# [RECORDS PROVIDED]

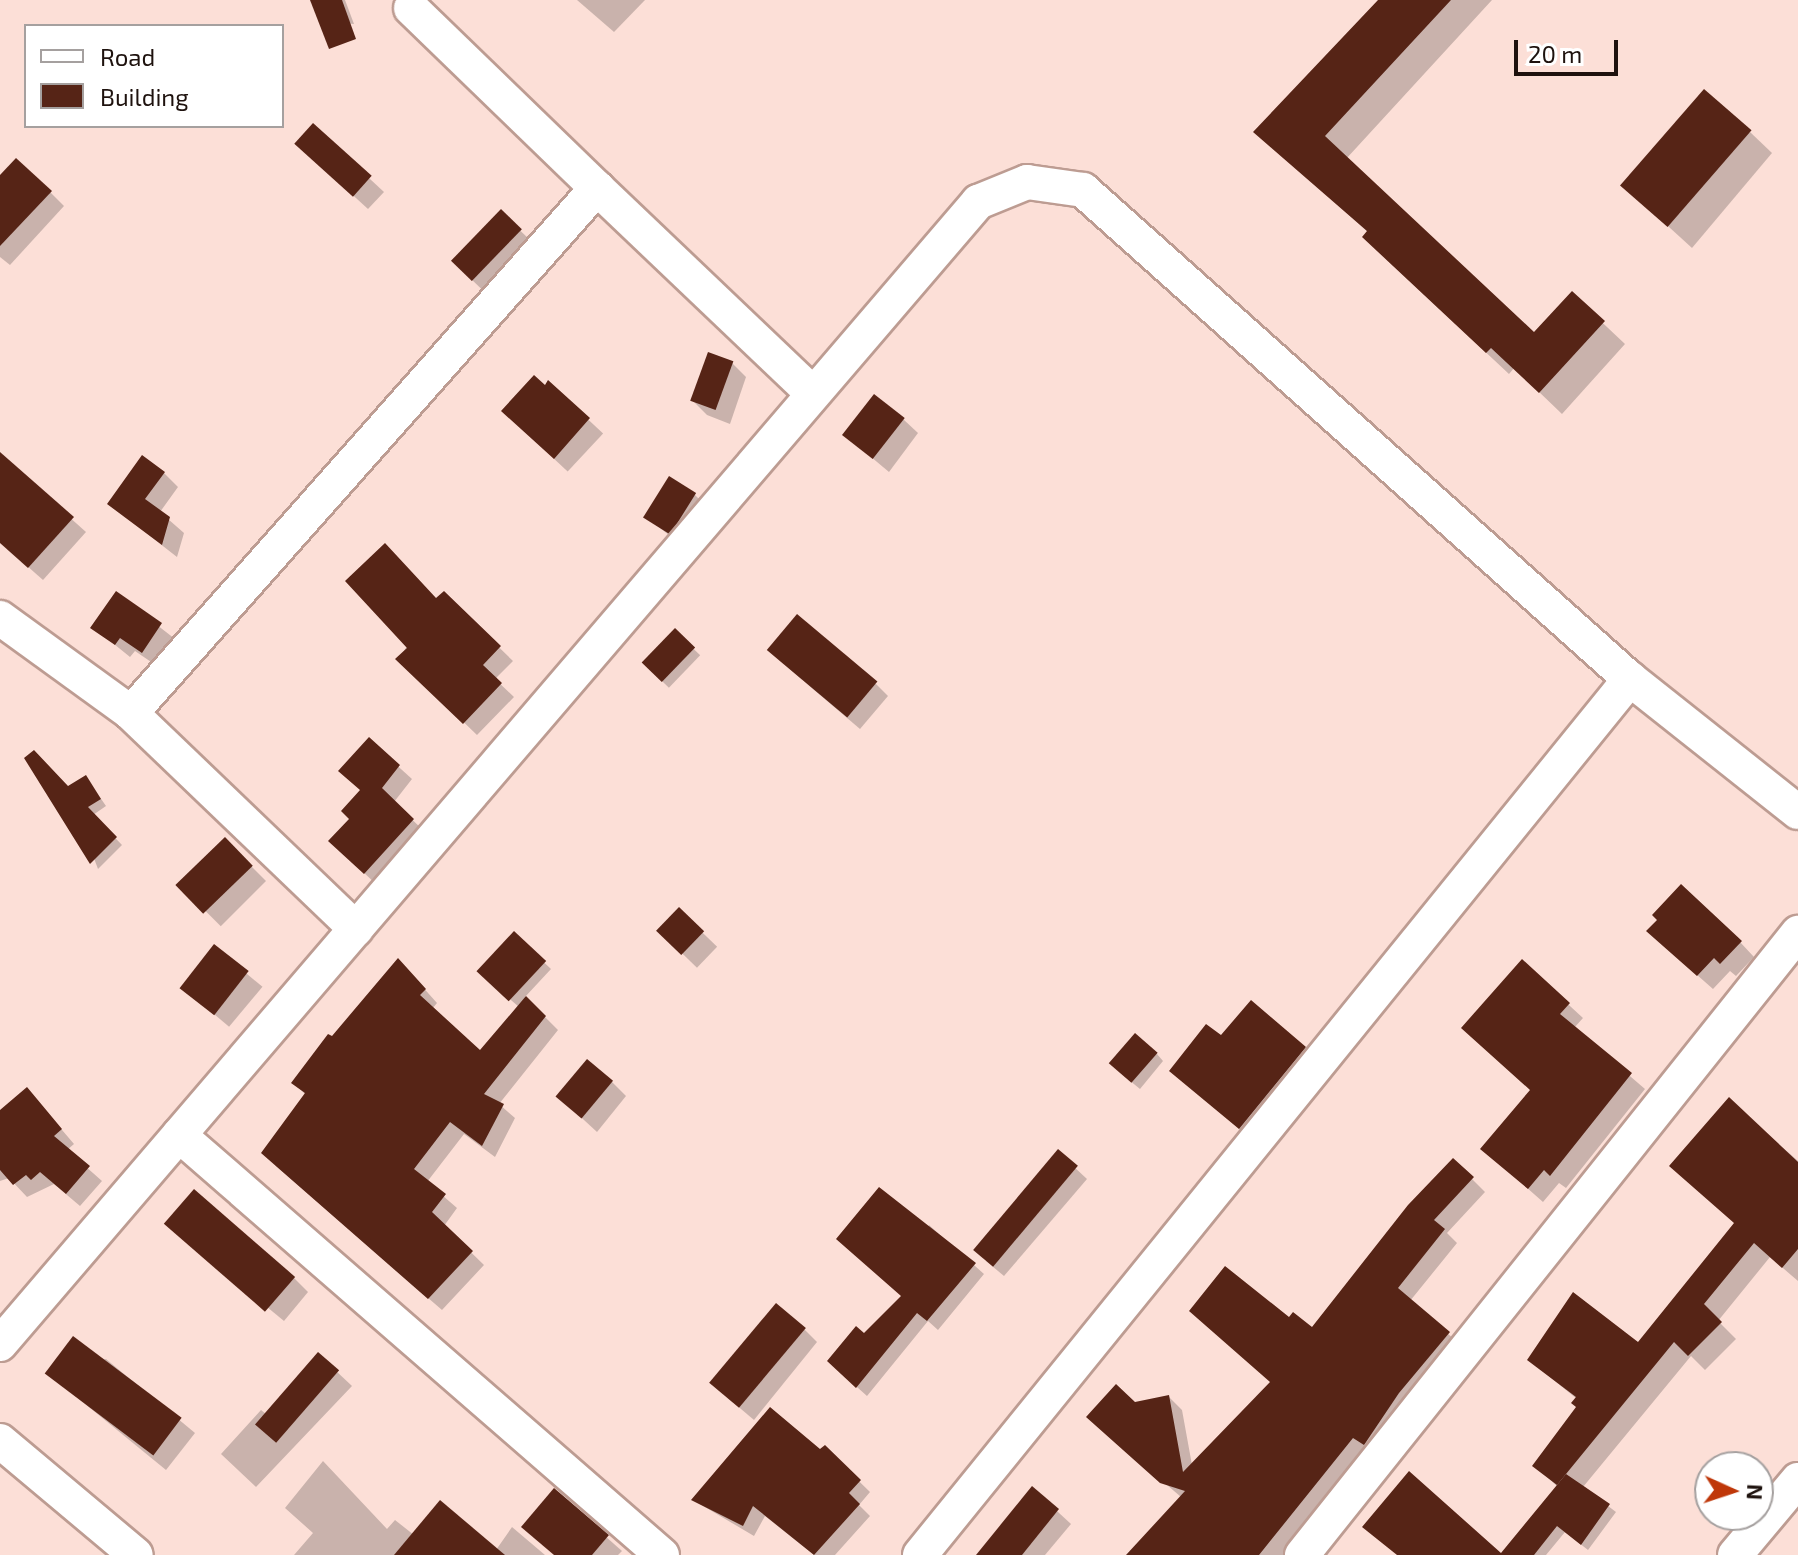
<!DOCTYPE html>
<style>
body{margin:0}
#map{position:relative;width:1798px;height:1555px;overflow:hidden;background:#fcdfd7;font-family:"Exo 2",sans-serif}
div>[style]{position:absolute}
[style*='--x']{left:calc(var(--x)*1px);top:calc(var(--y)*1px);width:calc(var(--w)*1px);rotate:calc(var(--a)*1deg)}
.shadow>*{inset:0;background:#0003;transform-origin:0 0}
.building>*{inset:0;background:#562416;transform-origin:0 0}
.roads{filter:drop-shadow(2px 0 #bd9c92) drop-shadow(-2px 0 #bd9c92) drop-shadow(0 2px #bd9c92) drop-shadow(0 -2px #bd9c92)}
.street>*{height:34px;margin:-17px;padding:0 17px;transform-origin:17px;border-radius:17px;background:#fff}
span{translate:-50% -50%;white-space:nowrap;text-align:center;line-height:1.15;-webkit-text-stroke:8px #fff;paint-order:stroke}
.legend{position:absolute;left:24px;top:24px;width:260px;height:104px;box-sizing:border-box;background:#fff;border:2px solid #a5a09f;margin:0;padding:10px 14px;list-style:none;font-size:24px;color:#1e120e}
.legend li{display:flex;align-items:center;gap:16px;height:40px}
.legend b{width:40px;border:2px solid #a5a09f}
.north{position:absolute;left:1694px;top:1451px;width:80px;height:80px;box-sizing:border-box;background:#fff;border:2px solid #a5a09f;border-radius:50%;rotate:93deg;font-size:22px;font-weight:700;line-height:32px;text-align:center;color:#1e120e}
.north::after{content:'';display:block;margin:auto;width:28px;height:36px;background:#bf3709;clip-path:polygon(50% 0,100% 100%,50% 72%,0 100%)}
.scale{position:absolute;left:1514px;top:40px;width:104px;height:36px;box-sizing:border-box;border:4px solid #1e120e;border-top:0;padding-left:10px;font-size:24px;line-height:28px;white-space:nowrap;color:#1e120e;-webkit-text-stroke:6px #fff;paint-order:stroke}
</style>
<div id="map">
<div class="shadow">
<div style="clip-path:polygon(311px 0,345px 0,354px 24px,320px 21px)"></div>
<div style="clip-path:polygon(577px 0,645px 0,614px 32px)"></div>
<div style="clip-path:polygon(1379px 0,1492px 0,1346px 159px,1534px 335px,1572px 294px,1625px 344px,1562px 414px,1514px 368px,1509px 374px,1386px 259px,1369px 233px,1256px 132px)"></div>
<div style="clip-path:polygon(313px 126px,384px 192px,368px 209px,311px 157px)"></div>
<div style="clip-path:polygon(1750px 132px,1772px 153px,1692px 248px,1624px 186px)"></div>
<div style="clip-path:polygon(0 178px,50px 192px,64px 206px,10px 265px,0 257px)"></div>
<div style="left:501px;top:212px;width:46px;height:69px;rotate:44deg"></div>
<div style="clip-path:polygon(732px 363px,746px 377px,730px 424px,707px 415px,692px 400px)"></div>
<div style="left:549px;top:383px;width:74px;height:52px;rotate:43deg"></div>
<div style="clip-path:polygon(903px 419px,918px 433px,889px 472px,846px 436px)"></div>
<div style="clip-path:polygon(0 455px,86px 532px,43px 580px,0 542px)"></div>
<div style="clip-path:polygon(164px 473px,178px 487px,160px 512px,184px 533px,177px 557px,109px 504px)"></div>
<div style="clip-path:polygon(695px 495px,709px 509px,683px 546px,646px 517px)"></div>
<div style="clip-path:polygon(116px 593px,175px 639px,157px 666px,135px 651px,130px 657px,93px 627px)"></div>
<div style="clip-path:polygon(444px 594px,513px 661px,495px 679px,514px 697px,477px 735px,398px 659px)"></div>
<div style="left:675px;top:631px;width:35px;height:45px;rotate:44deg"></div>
<div style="clip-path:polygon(779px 660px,876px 684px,888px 696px,860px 729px)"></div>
<div style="clip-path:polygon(369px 740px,412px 779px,394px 802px,426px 833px,378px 886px,344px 854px,362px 791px)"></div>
<div style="clip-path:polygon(86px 777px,106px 806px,93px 815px,122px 845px,98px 869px,68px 789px)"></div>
<div style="left:225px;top:840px;width:58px;height:64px;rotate:45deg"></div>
<div style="left:679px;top:910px;width:53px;height:29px;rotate:44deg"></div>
<div style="clip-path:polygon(514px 934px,551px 969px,525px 997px,558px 1030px,499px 1104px,515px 1118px,495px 1157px,464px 1134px,427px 1182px,457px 1208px,444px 1226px,484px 1265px,442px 1310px,276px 1166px,306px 1095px,294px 1083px,332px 1039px,411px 974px,437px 1003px,432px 1009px,481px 1053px,519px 1007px,485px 978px)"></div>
<div style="clip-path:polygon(1740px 942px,1754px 957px,1736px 976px,1730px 971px,1713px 989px,1663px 945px)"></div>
<div style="left:215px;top:947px;width:62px;height:52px;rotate:40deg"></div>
<div style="clip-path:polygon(1522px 962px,1583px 1018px,1574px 1028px,1645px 1089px,1566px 1188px,1559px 1183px,1543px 1202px,1483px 1149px,1532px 1091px)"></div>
<div style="clip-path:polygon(1221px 1038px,1305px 1048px,1319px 1062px,1255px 1142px,1171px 1071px)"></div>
<div style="clip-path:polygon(1157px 1054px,1163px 1061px,1140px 1089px,1118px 1071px)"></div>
<div style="clip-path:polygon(612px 1082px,626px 1096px,597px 1132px,559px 1097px)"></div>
<div style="clip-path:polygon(1729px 1100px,1798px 1161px,1798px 1281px,1770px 1257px,1718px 1321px,1736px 1339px,1705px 1370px,1691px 1356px,1583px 1487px,1616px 1512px,1588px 1550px,1565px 1532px,1546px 1555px,1513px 1555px,1558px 1487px,1534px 1465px,1578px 1407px,1577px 1399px,1529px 1360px,1638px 1344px,1736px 1224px)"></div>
<div style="clip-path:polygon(39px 1103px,74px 1144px,67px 1150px,102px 1181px,80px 1206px,54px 1184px,27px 1197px,9px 1178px,0 1181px,0 1112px)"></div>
<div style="clip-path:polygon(1058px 1152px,1087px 1179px,1004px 1276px,986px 1261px)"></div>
<div style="clip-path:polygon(1453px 1160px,1485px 1192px,1447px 1233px,1457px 1243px,1410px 1301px,1462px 1346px,1283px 1555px,1129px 1555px,1181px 1497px,1102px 1429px,1134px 1404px,1169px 1397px,1182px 1410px,1192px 1465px,1272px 1383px,1289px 1320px,1313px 1330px)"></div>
<div style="clip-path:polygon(167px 1224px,294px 1278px,308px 1292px,284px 1321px)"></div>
<div style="clip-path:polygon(929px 1225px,984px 1274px,938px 1330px,928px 1321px,867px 1396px,839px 1371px,903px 1297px)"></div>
<div style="clip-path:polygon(804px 1329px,817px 1342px,754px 1420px,728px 1398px)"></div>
<div style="clip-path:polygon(318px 1354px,352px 1386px,256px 1487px,221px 1454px,261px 1410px,266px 1414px)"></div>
<div style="clip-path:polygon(106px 1359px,195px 1433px,166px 1470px,46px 1372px)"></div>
<div style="clip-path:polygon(825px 1448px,870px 1492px,859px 1505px,870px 1516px,835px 1555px,814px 1555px,765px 1516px,754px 1536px,693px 1500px)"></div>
<div style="clip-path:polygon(323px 1461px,387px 1529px,395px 1520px,414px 1535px,496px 1550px,512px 1527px,545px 1555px,294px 1555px,313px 1533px,285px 1508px)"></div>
<div style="clip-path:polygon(1033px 1489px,1071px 1524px,1045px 1555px,984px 1555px)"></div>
<div style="clip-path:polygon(554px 1491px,622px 1551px,618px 1555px,554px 1555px)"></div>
</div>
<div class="building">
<div style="clip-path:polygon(310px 0,342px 0,356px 39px,329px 49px)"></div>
<div style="clip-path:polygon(1378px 0,1451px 0,1325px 136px,1534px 332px,1572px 291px,1605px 321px,1539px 393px,1491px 348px,1486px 353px,1362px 237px,1367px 231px,1253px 132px)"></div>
<div style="left:1704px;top:89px;width:63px;height:128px;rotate:41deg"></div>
<div style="left:313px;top:123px;width:79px;height:28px;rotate:42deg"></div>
<div style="clip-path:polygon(16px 158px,52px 191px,0 246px,0 175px)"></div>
<div style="left:501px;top:209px;width:29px;height:72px;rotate:44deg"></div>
<div style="left:708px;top:352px;width:27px;height:52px;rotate:20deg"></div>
<div style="clip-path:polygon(534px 375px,545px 385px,548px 380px,590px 418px,554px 459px,501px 411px)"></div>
<div style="left:874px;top:394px;width:39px;height:52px;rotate:38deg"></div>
<div style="clip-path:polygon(0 452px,74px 517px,28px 568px,0 543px)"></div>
<div style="clip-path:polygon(142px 455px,165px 472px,145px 499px,170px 517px,162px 545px,107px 504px)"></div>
<div style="left:669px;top:476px;width:32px;height:49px;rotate:32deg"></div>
<div style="clip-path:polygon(385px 543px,436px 598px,444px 591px,501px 646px,483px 665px,502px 683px,463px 724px,395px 659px,407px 648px,345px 581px)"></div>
<div style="clip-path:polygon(116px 591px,162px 623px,142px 653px,120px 638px,115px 645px,90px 628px)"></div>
<div style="left:797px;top:614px;width:105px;height:47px;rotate:40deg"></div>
<div style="left:675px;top:628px;width:28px;height:48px;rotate:44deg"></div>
<div style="clip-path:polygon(369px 737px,400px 765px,382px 788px,414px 819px,364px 874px,328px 841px,349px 819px,341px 811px,360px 790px,338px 771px)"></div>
<div style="clip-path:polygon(34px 750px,68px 786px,86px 775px,101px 799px,88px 807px,117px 837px,90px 864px,24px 758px)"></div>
<div style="left:225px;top:837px;width:40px;height:69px;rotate:46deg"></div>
<div style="clip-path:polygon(1681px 884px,1742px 941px,1720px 964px,1714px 958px,1697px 976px,1646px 931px,1657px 920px,1652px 915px)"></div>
<div style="left:679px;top:907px;width:35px;height:33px;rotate:44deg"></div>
<div style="left:514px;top:931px;width:44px;height:55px;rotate:43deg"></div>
<div style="left:214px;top:944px;width:44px;height:56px;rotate:38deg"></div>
<div style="clip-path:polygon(398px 958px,426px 989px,420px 995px,480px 1050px,526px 996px,546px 1016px,484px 1094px,504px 1104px,482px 1146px,450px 1122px,414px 1169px,446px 1194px,432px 1212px,473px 1251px,428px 1299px,261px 1153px,305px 1093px,291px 1083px,328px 1034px,332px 1036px)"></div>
<div style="clip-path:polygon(1522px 959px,1570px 1003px,1560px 1014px,1632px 1073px,1550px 1176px,1544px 1170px,1528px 1189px,1480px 1149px,1530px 1090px,1461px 1028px)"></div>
<div style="clip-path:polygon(1251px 1000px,1306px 1047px,1239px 1129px,1169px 1071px,1206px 1024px,1221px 1035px)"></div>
<div style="left:1135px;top:1033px;width:30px;height:40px;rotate:41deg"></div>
<div style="left:587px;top:1059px;width:34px;height:49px;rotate:40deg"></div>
<div style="clip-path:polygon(27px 1087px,62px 1129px,54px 1136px,90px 1166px,66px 1194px,40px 1172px,31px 1180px,26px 1175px,13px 1185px,0 1170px,0 1110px)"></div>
<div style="clip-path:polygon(1729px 1097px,1798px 1162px,1798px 1249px,1782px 1268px,1754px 1243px,1704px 1304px,1722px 1322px,1688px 1356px,1674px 1342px,1557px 1485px,1532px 1466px,1576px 1407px,1571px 1403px,1576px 1397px,1527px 1360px,1573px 1292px,1638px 1342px,1734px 1223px,1669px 1166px)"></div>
<div style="left:1058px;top:1149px;width:26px;height:132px;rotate:40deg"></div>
<div style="clip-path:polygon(1453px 1158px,1474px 1177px,1434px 1220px,1445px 1229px,1398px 1288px,1450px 1332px,1399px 1393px,1364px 1445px,1353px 1438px,1259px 1555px,1126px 1555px,1185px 1491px,1160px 1483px,1086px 1417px,1116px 1384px,1135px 1402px,1169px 1395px,1183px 1472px,1270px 1382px,1189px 1311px,1225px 1266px,1289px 1317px,1293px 1312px,1312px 1327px,1408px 1205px)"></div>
<div style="clip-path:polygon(879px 1187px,976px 1263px,927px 1321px,917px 1313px,856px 1388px,827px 1361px,856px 1326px,864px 1333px,901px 1296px,836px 1239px)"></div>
<div style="left:194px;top:1189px;width:134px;height:46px;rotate:41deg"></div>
<div style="left:776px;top:1303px;width:39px;height:104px;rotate:40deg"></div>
<div style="left:73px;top:1336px;width:136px;height:47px;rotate:37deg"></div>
<div style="left:318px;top:1352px;width:28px;height:96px;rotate:41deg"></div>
<div style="clip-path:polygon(770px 1407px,820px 1449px,825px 1445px,861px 1480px,849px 1493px,860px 1504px,814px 1555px,753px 1506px,743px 1526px,691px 1500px)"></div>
<div style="clip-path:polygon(1409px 1471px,1501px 1553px,1566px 1474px,1610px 1504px,1581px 1545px,1557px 1526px,1534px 1555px,1397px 1555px,1362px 1527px)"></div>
<div style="clip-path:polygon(1032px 1486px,1059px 1509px,1022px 1555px,976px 1555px)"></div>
<div style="clip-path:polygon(554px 1488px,609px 1535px,592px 1555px,554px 1555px,521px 1527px)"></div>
<div style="clip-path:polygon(440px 1500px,505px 1555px,394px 1555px)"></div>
</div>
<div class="roads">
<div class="street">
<div style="--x:411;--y:8;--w:259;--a:44.1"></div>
<div style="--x:0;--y:618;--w:162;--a:35.9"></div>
<div style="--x:356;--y:929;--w:312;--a:-136.2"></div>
<div style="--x:131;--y:713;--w:702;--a:-48.41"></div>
<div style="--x:597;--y:188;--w:298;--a:43.6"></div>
<div style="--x:179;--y:1135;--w:640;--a:41.01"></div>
<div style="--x:0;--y:1344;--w:1504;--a:-49.42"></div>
<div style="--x:978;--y:202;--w:53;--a:-22.2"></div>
<div style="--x:1027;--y:182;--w:57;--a:8.1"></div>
<div style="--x:1083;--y:190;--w:734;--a:41.8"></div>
<div style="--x:1630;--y:679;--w:214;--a:38.4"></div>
<div style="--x:0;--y:1441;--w:177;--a:40"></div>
<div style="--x:920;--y:1555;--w:1128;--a:-50.98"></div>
<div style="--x:1302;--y:1555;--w:796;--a:-51.43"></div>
<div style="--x:1735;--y:1555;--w:98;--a:-50"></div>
</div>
</div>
<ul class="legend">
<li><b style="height:10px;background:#fff"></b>Road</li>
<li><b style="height:22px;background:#562416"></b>Building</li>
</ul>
<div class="north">N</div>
<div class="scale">20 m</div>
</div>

# [DIRECTIONS FOR THIS TASK]
Reproduce the records word for word, please, from their first line up to and including the line that contains "0 #bd9c92) drop-shadow(-2px", but no pictures.

# [OUTPUT OF THE EXERCISE]
<!DOCTYPE html>
<style>
body{margin:0}
#map{position:relative;width:1798px;height:1555px;overflow:hidden;background:#fcdfd7;font-family:"Exo 2",sans-serif}
div>[style]{position:absolute}
[style*='--x']{left:calc(var(--x)*1px);top:calc(var(--y)*1px);width:calc(var(--w)*1px);rotate:calc(var(--a)*1deg)}
.shadow>*{inset:0;background:#0003;transform-origin:0 0}
.building>*{inset:0;background:#562416;transform-origin:0 0}
.roads{filter:drop-shadow(2px 0 #bd9c92) drop-shadow(-2px 0 #bd9c92) drop-shadow(0 2px #bd9c92) drop-shadow(0 -2px #bd9c92)}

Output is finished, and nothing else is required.